26 março, 2010

UM ROTEIRO PARA MORAR NO FUTURO - Entrevista com Marc Giget, cientista social e economista


“O fato de praticamente todos os conhecimentos do mundo estarem disponíveis na internet libera os professores de uma parte de seu trabalho e lhes permite dedicar mais tempo à pedagogia, a projetos, a experiências”.

“A educação e o acompanhamento sanitário, interligados
pela formação e dinamismo econômico, são o único meio de resolver a pobreza e a exclusão”.


UM ROTEIRO PARA MORAR NO FUTURO - Entrevista com Marc Giget, cientista social e economista.

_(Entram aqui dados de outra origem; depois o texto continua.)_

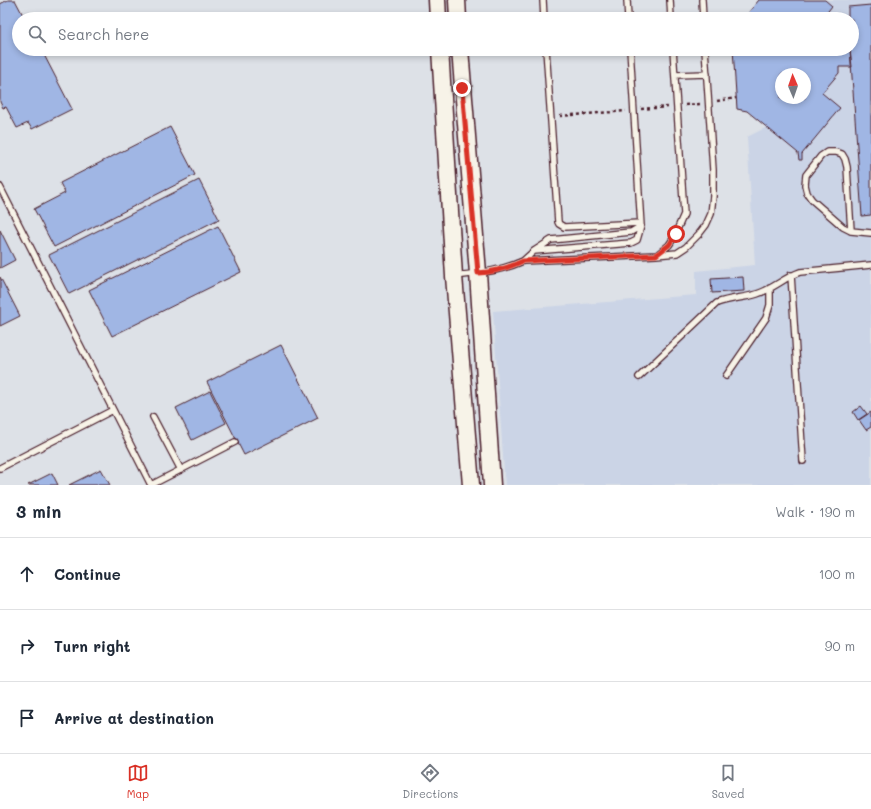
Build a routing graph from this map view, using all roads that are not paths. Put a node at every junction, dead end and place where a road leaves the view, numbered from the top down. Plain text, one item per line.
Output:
1 (437, 0) edge
2 (457, 0) edge
3 (543, 0) edge
4 (627, 0) edge
5 (670, 0) edge
6 (702, 0) edge
7 (438, 12) edge
8 (458, 12) edge
9 (544, 12) edge
10 (628, 12) edge
11 (671, 12) edge
12 (703, 12) edge
13 (440, 56) edge
14 (461, 56) edge
15 (546, 56) edge
16 (630, 56) edge
17 (674, 56) edge
18 (705, 56) edge
19 (706, 74) junction
20 (675, 75) junction
21 (0, 187) edge
22 (640, 224) junction
23 (851, 231) junction
24 (871, 233) edge
25 (534, 252) junction
26 (656, 255) junction
27 (523, 261) junction
28 (871, 265) edge
29 (478, 273) junction
30 (791, 275) junction
31 (454, 276) junction
32 (770, 288) junction
33 (726, 376) dead end
34 (638, 377) dead end
35 (113, 410) junction
36 (153, 417) dead end
37 (235, 442) dead end
38 (802, 461) dead end
39 (0, 468) edge
40 (181, 470) junction
41 (151, 485) edge
42 (471, 485) edge
43 (492, 485) edge

1 - 7 main road
2 - 8 main road
3 - 9 lane
4 - 10 lane
5 - 11 lane
6 - 12 lane
13 - 31 main road
14 - 29 main road
15 - 22 lane
16 - 22 lane
17 - 20 lane
18 - 19 lane
19 - 20 lane
19 - 26 lane
20 - 26 lane
21 - 35 lane
22 - 25 lane
22 - 25 lane
23 - 23 lane
23 - 24 lane
25 - 27 lane
26 - 27 lane
27 - 29 lane
28 - 30 lane
29 - 31 lane
29 - 43 main road
30 - 32 lane
30 - 38 lane
31 - 42 main road
32 - 33 lane
32 - 34 lane
35 - 39 lane
35 - 41 lane
36 - 40 lane
37 - 40 lane
40 - 41 lane

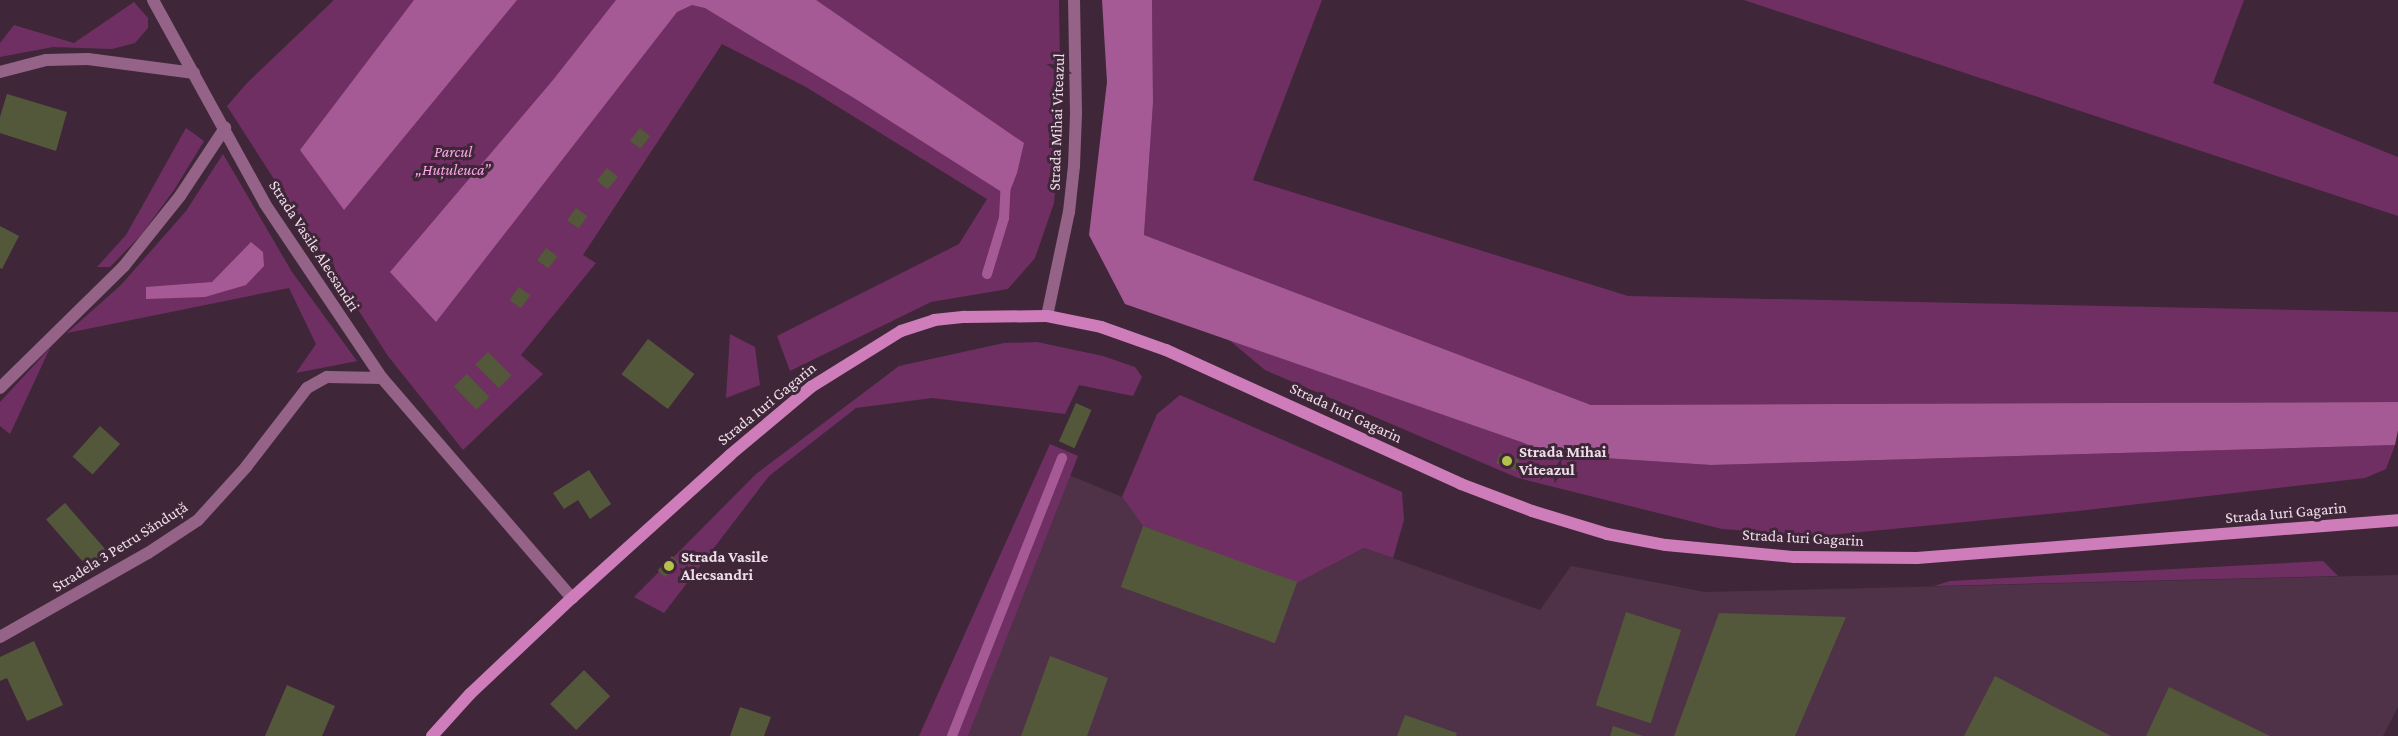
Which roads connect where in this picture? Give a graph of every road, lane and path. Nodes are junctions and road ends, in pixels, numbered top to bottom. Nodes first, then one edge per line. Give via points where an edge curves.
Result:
1 (153, 0) edge
2 (1074, 0) edge
3 (0, 72) edge
4 (194, 73) junction
5 (225, 128) junction
6 (1047, 316) junction
7 (382, 378) junction
8 (0, 387) edge
9 (2398, 520) edge
10 (572, 598) junction
11 (0, 637) edge
12 (432, 736) edge

1 - 4 street, Strada Vasile Alecsandri
2 - 6 street, Strada Mihai Viteazul via 1074,166 1069,212
3 - 4 street via 46,60 88,59
4 - 5 street, Strada Vasile Alecsandri
5 - 7 street, Strada Vasile Alecsandri via 265,204
5 - 8 street via 180,196 124,266
6 - 9 main road, Strada Iuri Gagarin via 1101,327 1166,350 1461,484 1532,511 1606,534 1666,545 1794,557 1917,558
6 - 10 main road, Strada Iuri Gagarin via 934,320 902,331 866,351 811,387 730,454
7 - 10 street, Strada Vasile Alecsandri
7 - 11 street, Stradela 3 Petru Sănduță via 327,377 307,388 198,520
10 - 12 main road, Strada Iuri Gagarin via 470,694

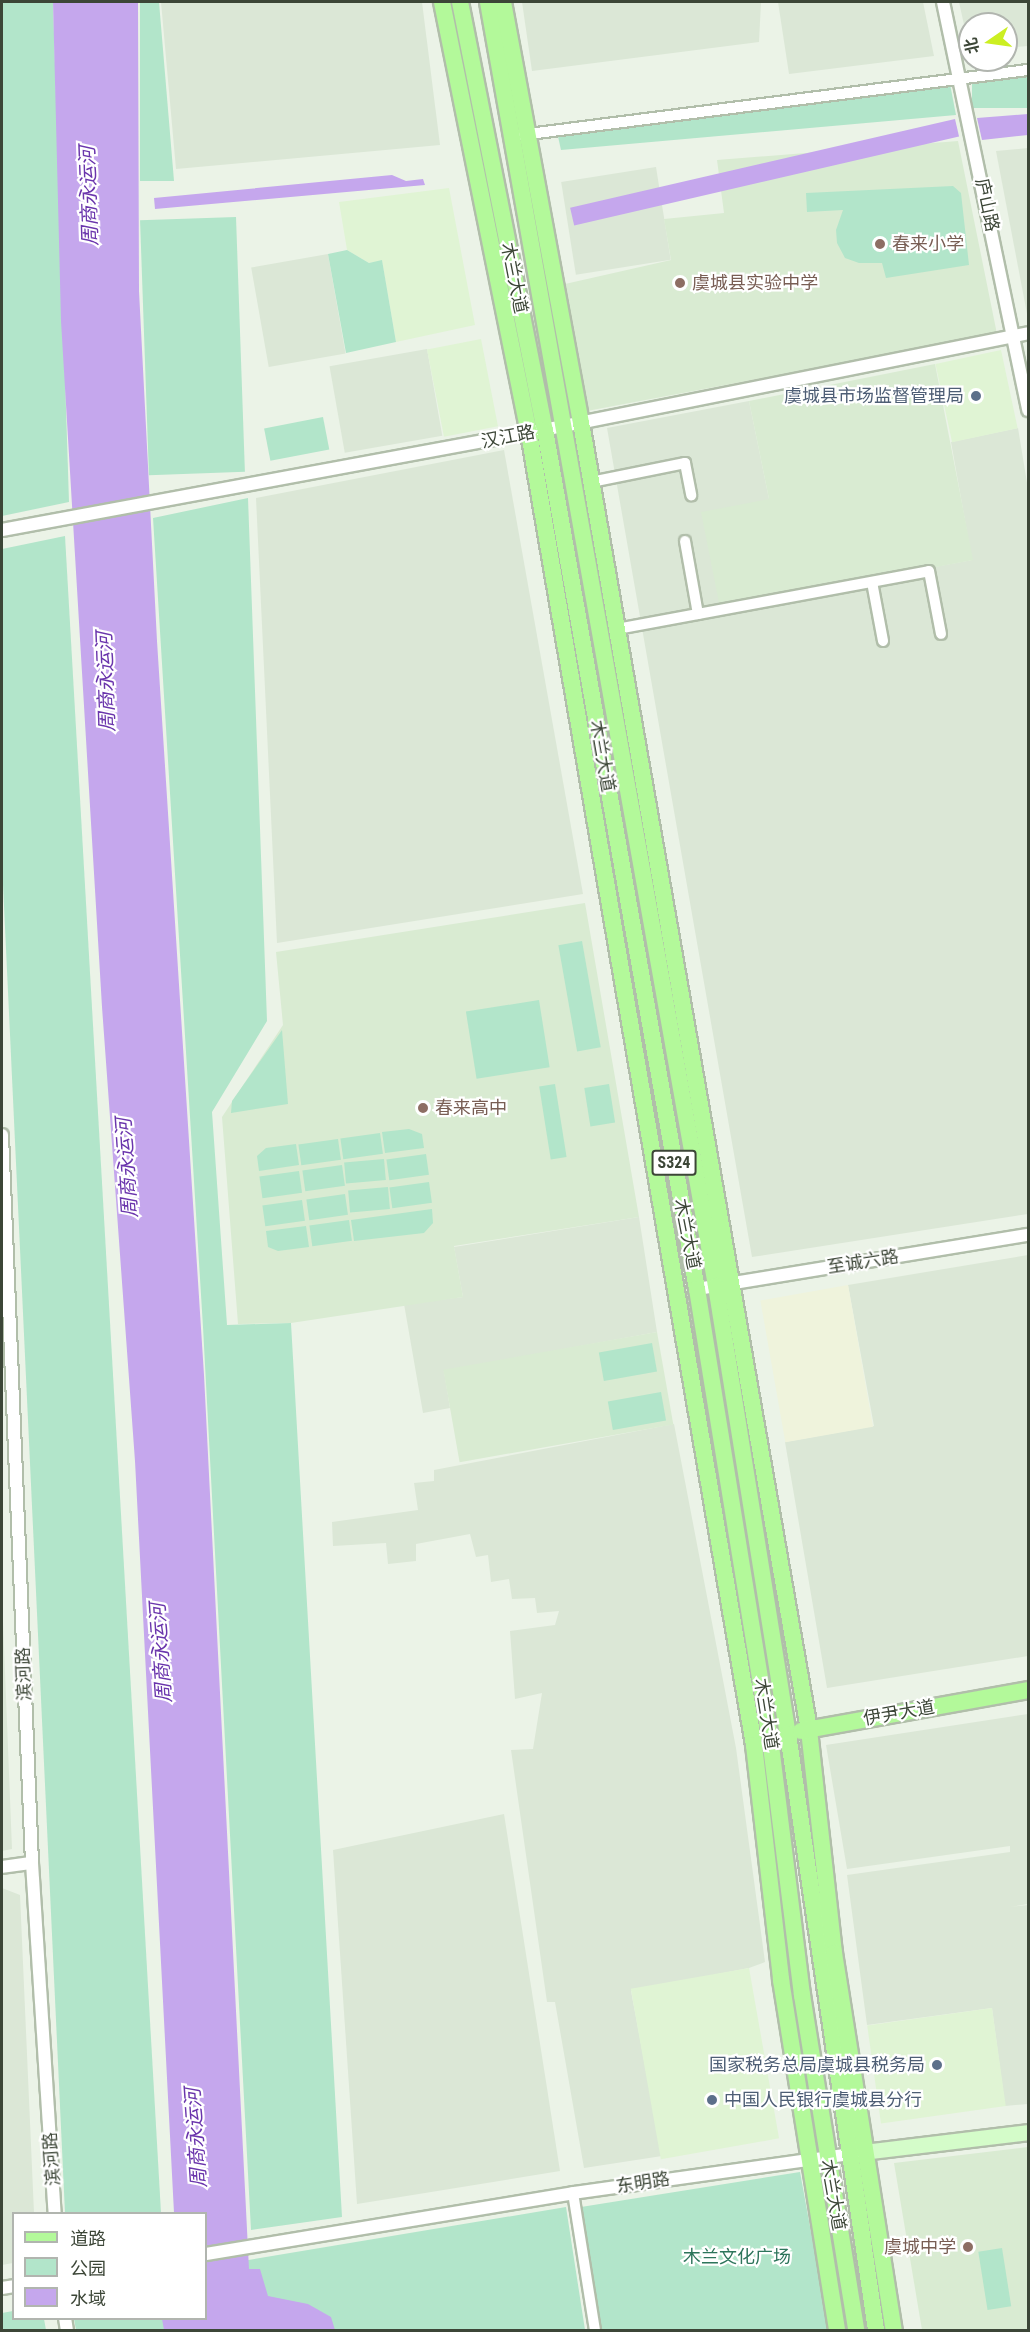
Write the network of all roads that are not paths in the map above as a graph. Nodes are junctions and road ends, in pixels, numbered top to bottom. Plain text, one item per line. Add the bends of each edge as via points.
1 (442, 2) edge
2 (460, 2) edge
3 (488, 2) edge
4 (503, 2) edge
5 (944, 2) edge
6 (1029, 70) edge
7 (960, 78) junction
8 (520, 135) junction
9 (1029, 333) edge
10 (1013, 336) junction
11 (1029, 410) edge
12 (581, 423) junction
13 (564, 426) junction
14 (537, 432) junction
15 (591, 482) junction
16 (691, 495) dead end
17 (2, 530) edge
18 (685, 541) dead end
19 (872, 582) junction
20 (698, 614) junction
21 (617, 629) junction
22 (941, 634) dead end
23 (883, 641) dead end
24 (2, 1135) edge
25 (1029, 1235) edge
26 (724, 1284) junction
27 (697, 1289) junction
28 (7, 1401) edge
29 (1029, 1690) edge
30 (809, 1730) junction
31 (788, 1734) junction
32 (770, 1738) junction
33 (32, 1863) junction
34 (2, 1868) edge
35 (1029, 2132) edge
36 (857, 2152) junction
37 (826, 2156) junction
38 (808, 2158) junction
39 (573, 2193) junction
40 (55, 2212) edge
41 (207, 2254) edge
42 (596, 2331) edge
43 (837, 2331) edge
44 (856, 2331) edge
45 (876, 2331) edge
46 (894, 2331) edge

1 - 14 main road
2 - 14 main road, 木兰大道 / S324
3 - 8 main road, 木兰大道 / S324
4 - 8 main road
5 - 7 street, 庐山路
6 - 7 street
7 - 8 street
7 - 10 street, 庐山路
8 - 12 main road
8 - 13 main road, 木兰大道 / S324
9 - 10 street, 汉江路
10 - 11 street, 庐山路
10 - 12 street, 汉江路
12 - 13 street, 汉江路
12 - 15 main road
13 - 14 street, 汉江路
13 - 26 main road, 木兰大道 / S324
14 - 17 street, 汉江路
14 - 27 main road, 木兰大道 / S324
14 - 38 main road via 754,1745 781,1980
15 - 16 street via 685,463
15 - 21 main road
18 - 20 street
19 - 20 street
19 - 22 street via 929,571
19 - 23 street
20 - 21 street
21 - 26 main road
24 - 28 street, 滨河路
25 - 26 street, 至诚六路
26 - 27 street, 至诚六路
26 - 30 main road
26 - 31 main road, 木兰大道 / S324
27 - 32 main road, 木兰大道 / S324
28 - 33 street, 滨河路
29 - 30 main road, 伊尹大道
30 - 31 main road, 伊尹大道
30 - 36 main road
31 - 32 main road, 伊尹大道
31 - 36 main road, 木兰大道 / S324
32 - 37 main road, 木兰大道 / S324
33 - 34 street
33 - 40 street, 滨河路
35 - 36 main road, 东明路
36 - 37 street, 东明路
36 - 45 main road, 木兰大道 / S324
36 - 46 main road
37 - 38 street, 东明路
37 - 44 main road, 木兰大道 / S324
38 - 39 street, 东明路
38 - 43 main road
39 - 41 street, 东明路
39 - 42 street

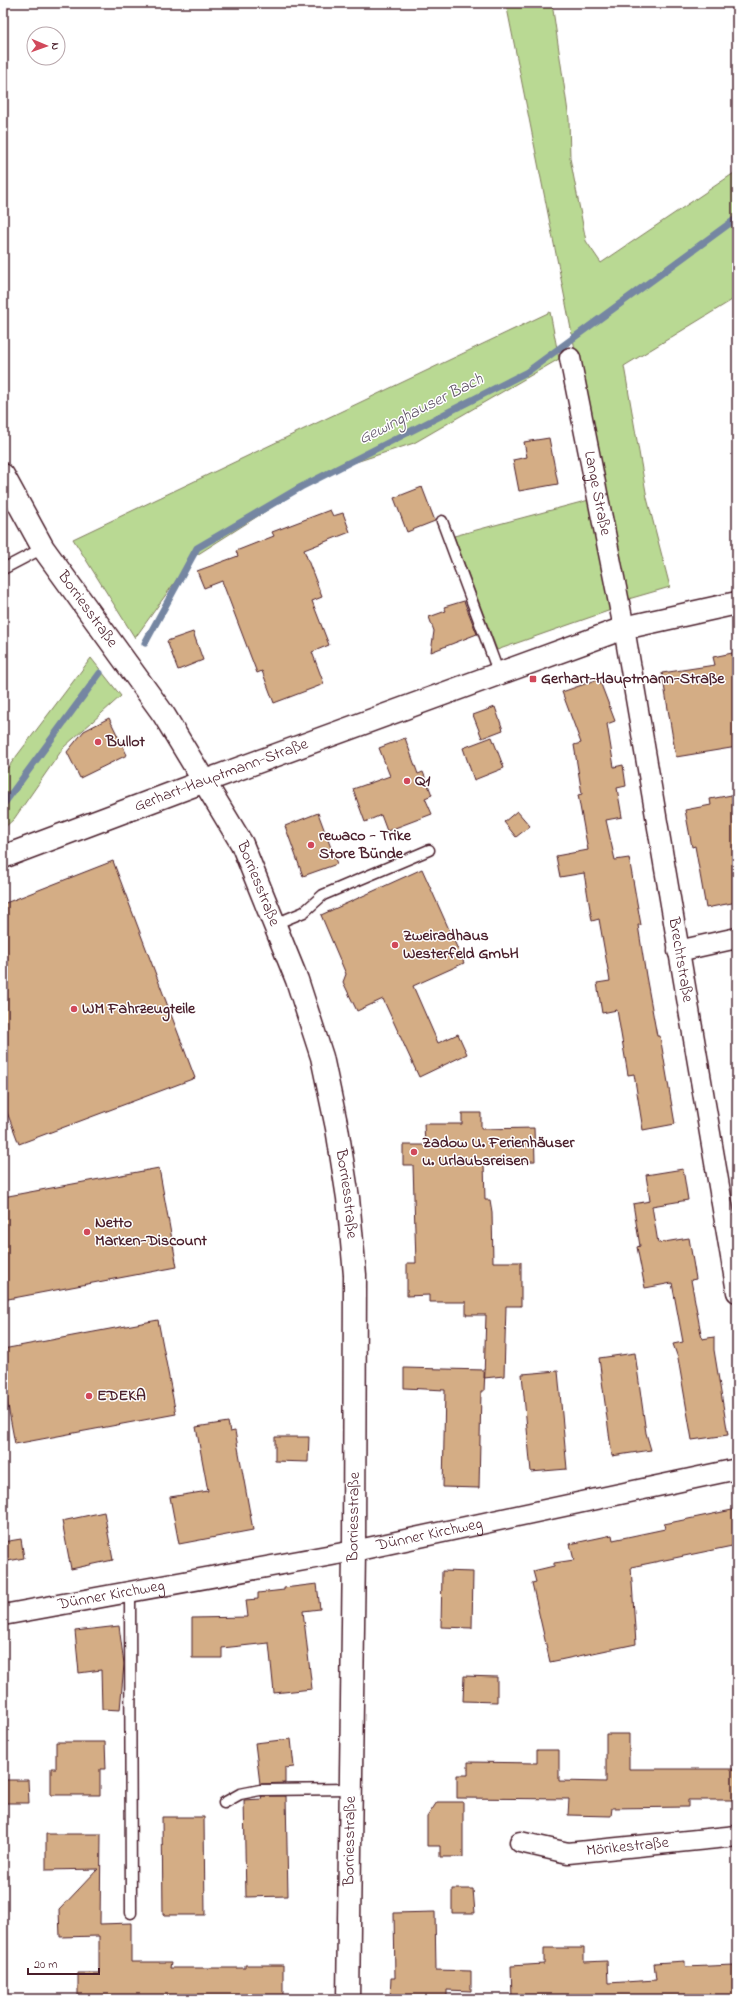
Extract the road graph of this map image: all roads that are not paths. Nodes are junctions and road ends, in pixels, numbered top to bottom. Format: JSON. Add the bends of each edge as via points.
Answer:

Cidades verticalizadas, casas com mais cômodos destinados a encontros e ao mesmo tempo com mais espaço de uso pessoal, um transporte mais limpo e ágil, uma alimentação mais verde e saudável. Nenhuma grande revolução à vista, mas mudanças significativas, já em curso. Esse é o prognóstico do que esperar das cidades em um futuro não muito distante, de acordo com o francês Marc Giget. Formado pela Escola de Altos Estudos em Ciências Sociais e doutor em Economia Internacional pela Universidade de Paris, Giget é criador do Instituto Europeu de Estratégias Criativas e de Inovação, órgão dedicado a estudar o futuro das cidades. Hoje, Giget desembarca em Curitiba para fazer, na Federação das Indústrias, a palestra “Vida nas Cidades a partir de 2030”. Em entrevista à Gazeta do Povo, Giget antecipa temas de pesquisas urbanas desenvolvidas em seu instituto.

O que podemos esperar das cidades em 2030? Serão muito diferentes daquelas que conhecemos hoje?

As mudanças se concentrarão principalmente na melhora do consumo de energia, com ganhos globais de performance estimados em 40% da consumação atual. Os novos edifícios serão energeticamente autônomos e neutros em emissões de gás carbônico.

Estamos considerando também a chegada de cidades radicalmente novas, caracterizadas por serem menos horizontais e mais verticalizadas, ao contrário de cidades como São Paulo e Belo Horizonte, onde o perímetro urbano é muito vasto. Esse é o projeto das “Cidades Colina”, que apresentamos recentemente na Conferência Internacional de Cidades Inovadoras, realizada em Curitiba.

Ao contrário de outras instituições, a escola formal mudou pouco ou quase nada nos últimos séculos. Devemos esperar alguma grande mudança para a educação nos próximos anos?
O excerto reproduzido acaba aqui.